The nonpathogenic human GB virus C (GBV-C), a member of the Flaviviridae, is highly prevalent in individuals with HIV-1 infections or with parenteral and sexual risk factors. Long-term GBV-C viremia has been associated with better survival or improved diagnosis in several epidemiological studies. In a previous study we reported that the E2 glycoprotein of GBV-C interferes with HIV-1 entry in vitro. To address the question what region of the E2 protein is involved in suppression of HIV-1 replication, we performed an E2-derived peptide scanning and determined the HIV-inhibitory activity of each peptide in HIV replication assays. We demonstrate here that peptides representing the N-terminal part of the E2 protein from amino acids (aa) 29 to 72 are able to inhibit efficiently HIV-1 replication in vitro.
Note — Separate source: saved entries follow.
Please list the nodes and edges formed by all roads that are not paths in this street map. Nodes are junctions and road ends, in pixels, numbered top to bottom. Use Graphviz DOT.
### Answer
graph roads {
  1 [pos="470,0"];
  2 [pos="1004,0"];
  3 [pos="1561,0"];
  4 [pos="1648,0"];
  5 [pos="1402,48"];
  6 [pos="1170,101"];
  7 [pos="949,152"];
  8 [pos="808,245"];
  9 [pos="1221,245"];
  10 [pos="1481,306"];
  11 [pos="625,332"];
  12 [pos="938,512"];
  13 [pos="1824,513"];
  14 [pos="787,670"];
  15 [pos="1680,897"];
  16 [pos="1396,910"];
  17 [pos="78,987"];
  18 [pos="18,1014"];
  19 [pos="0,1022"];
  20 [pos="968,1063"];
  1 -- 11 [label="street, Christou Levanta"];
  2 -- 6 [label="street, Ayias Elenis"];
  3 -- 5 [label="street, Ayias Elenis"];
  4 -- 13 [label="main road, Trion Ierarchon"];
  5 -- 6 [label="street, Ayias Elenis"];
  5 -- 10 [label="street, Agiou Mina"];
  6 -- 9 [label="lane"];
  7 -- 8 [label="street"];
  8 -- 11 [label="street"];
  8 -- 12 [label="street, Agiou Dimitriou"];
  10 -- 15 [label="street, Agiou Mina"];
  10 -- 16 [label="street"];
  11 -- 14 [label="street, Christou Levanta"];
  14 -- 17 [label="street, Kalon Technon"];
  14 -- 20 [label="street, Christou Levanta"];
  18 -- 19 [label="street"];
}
In particular, the peptides P6-2 (representing the E2-region from aa 45 to 64) and P4762 (aa 37 to 64) showed the highest potency in HIV replication assays performed on TZM-bl cells with 50% inhibitory concentrations between 0.1 and 2 μM. However, primary HIV-1 isolates representing clades A to H showed a high variability in their sensitivity to E2 peptides. Pseudovirus inhibition assays revealed that the sensitivity is determined by the gp120/gp41 envelope proteins. Using HIV-1 BlaM-Vpr-based fusion assays, we demonstrate that the E2-derived peptides prevent HIV-1 binding or fusion, presumably via interaction with the HIV-1 particle. Together, these findings reveal a new mechanism of viral interference, suggesting that the envelope protein E2 of GBV-C target directly HIV-1 particles to avoid entry of these virions.